Directories can contain directories, of course, and this is done by hard links as well. When a subdirectory is created, a directory entry is created in the parent which associates the name of the subdirectory with the newly created inode. Also, the new subdirectory object is automatically stuffed with two entries which associate the names . and .. (dot and dotdot) with the new directory, and the parent, respectively. Therefore, the creation of a subdirectory creates a new hard link to the parent, and two new hard links to the new object: one from the parent, and one from its own dot entry.
Directory hard links are special. Firstly, the only way to create them is to create directories; the operating system functions for hard linking will not allow the target of a hard link operation to be a directory inode. The reason for that is that it could create cycles in the filesystem‘s directory structure. Depending on the kernel, the decision to allow a directory hard link may be deferred to the filesystem module itself.

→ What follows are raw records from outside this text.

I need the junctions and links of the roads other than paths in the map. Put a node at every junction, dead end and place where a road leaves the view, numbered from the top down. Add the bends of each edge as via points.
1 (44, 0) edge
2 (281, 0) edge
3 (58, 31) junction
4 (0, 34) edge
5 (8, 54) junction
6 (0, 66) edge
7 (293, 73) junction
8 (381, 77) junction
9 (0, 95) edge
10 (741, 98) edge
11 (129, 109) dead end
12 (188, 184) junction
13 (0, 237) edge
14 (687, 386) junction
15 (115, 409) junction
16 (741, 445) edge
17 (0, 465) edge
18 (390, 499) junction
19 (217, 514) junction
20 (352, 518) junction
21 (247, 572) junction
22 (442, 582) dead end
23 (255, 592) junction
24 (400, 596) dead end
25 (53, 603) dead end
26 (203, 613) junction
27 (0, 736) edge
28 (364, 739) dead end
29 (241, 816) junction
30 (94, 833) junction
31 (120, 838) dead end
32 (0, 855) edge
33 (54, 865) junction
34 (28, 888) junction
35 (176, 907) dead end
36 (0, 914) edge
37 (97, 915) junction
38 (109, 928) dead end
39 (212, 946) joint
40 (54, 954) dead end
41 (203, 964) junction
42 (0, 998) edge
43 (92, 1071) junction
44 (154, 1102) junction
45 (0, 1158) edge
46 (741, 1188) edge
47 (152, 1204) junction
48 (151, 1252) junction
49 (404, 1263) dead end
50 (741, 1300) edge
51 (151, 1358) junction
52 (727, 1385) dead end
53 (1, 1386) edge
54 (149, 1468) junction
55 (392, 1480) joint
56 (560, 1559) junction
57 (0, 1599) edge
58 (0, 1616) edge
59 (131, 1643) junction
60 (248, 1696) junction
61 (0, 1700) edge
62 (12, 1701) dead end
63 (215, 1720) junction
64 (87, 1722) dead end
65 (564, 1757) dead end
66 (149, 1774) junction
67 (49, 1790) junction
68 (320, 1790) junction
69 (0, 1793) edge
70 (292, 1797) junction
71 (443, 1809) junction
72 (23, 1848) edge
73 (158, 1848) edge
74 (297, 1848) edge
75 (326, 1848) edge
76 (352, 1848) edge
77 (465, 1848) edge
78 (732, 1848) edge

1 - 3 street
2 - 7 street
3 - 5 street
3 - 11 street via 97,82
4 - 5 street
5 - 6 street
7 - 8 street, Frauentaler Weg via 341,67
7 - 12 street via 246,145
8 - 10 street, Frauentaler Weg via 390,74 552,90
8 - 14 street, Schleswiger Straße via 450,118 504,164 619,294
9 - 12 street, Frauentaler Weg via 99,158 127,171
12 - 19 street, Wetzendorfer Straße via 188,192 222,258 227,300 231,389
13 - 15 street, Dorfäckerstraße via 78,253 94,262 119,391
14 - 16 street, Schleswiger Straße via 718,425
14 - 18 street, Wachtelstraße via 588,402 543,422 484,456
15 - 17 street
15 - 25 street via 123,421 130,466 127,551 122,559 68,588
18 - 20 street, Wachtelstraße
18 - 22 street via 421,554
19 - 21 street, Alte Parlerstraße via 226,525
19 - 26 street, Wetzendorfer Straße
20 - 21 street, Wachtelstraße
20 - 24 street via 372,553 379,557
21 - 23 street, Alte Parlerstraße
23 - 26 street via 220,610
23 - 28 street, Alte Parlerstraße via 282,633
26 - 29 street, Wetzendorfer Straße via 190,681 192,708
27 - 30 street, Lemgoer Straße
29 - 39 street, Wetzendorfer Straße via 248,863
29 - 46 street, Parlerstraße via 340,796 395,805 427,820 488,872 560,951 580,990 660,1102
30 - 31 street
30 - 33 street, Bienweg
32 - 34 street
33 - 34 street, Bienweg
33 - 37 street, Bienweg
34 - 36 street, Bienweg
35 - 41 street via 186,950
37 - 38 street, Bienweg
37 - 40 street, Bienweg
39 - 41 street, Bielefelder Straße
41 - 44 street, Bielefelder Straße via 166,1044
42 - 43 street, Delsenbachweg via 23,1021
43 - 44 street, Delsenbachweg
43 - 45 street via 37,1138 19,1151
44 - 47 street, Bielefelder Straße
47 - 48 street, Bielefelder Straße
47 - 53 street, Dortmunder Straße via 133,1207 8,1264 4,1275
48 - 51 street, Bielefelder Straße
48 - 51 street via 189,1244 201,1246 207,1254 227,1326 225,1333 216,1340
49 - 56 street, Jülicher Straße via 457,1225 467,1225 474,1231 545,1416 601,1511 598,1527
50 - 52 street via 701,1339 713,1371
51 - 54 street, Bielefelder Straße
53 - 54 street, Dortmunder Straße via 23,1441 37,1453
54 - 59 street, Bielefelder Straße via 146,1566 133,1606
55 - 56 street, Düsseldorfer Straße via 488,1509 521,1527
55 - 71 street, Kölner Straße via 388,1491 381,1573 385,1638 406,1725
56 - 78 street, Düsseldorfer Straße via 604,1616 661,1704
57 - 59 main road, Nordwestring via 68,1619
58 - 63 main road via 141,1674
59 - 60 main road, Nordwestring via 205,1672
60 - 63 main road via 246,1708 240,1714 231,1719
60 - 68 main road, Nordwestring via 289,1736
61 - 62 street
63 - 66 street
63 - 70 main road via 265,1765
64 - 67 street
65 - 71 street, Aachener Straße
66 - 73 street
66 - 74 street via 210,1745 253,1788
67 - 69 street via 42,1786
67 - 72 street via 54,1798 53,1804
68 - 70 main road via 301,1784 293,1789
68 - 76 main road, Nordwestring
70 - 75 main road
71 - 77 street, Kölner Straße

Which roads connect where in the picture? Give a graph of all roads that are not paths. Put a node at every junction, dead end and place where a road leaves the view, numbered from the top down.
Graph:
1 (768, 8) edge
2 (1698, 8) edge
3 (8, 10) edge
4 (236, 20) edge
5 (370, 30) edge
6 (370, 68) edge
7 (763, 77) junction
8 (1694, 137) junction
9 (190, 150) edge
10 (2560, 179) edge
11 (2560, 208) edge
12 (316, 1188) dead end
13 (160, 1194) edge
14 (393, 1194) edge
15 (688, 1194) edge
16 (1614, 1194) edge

[Dumb question: if it was possible two have two directories /p1/d1 and /p2/d2 hard linked to the same inode, what would be the result of "cd .." in each of this directory ? -- FabriceGautier]
If you mean, what if d1 and d2 were the same inode (or referenced the same inode, to be strictly accurate -- a directory entry merely associates a name with an inode) -- then the question is, what is the directory entry ".." associated with? You‘re assuming d1 and d2 are the same thing. Therefore they‘re only one directory, not two different directories. Therefore "they" have the same contents, including "..". When d1 or d2 is first created, ".." is created at the same time, as a hard link to the parent directory. So it basically depends on which was created first. Simple Directed Acyclic Graphs like this in the filesystem don‘t cause catastrophes, although they‘ll create user confusion in various circumstances. Which is why you don‘t create any ".." links in directories. Only "parent named X" or something like it. The same issue comes up in language when you switch from single dispatch to multiple dispatch; "self" no longer has any meaning. In a traditional UNIX filesystem, cycles are bad for two reasons: firstly, the reclamation of storage is based on reference counting, which doesn‘t handle cyclic references! The only backreferences are the .. and . entries, and these are handled as special cases.
Secondly, backreferences in the tree structure can lead to nasty multithreading problems. In the traditional kernel design, like the BSD kernel, inodes that are in use are represented by in-memory structures called vnodes. These nodes are accessed concurrently, and contain locks. Certain operations retain a lock on a directory while navigating to the subdirectory. In a cycled graph, this can lead to two processes trying to acquire a pair of locks on the same two objects, but in an opposite order, which will deadlock the processes. These locking operations are often done in a way that cannot be interrupted by a signal, so the processes will stay deadlocked until a reboot.
There are special hacks in BSD to avoid this deadlock when navigating the .. reference. Basically, the lock on the originating directory vnode is relinquished, the .. lock is acquired and then the originating directory is re-locked. Yes, it‘s basically an open race. It‘s possible that the original directory is deleted by the time the lock is re-acquired, for instance.
I once implemented a cycle detection algorithm for vnode locks, to try to support cyclic hard linking in a file system for a version of BSD, but the problem was that although the code itself worked beautifully, it was just too hard to make the rest of the kernel cooperate. Too many places in the kernel, in the higher layers above the filesystem drivers, simply assume that a lock will succeed, or eventually succeed, and are consequently not prepared to correctly deal with an EDEADLK error. It‘s not entirely clear, even, what to do with the information which tells you that a deadlock would occur if you were allowed to proceed. Do you abort the whole system call? At what level do you retry? How will applications respond to having random filesystem operations bail with deadlock errors.
And so that‘s about five paragraphs more than you ever wanted to know about hard links.f
-- KazKylheku
|
|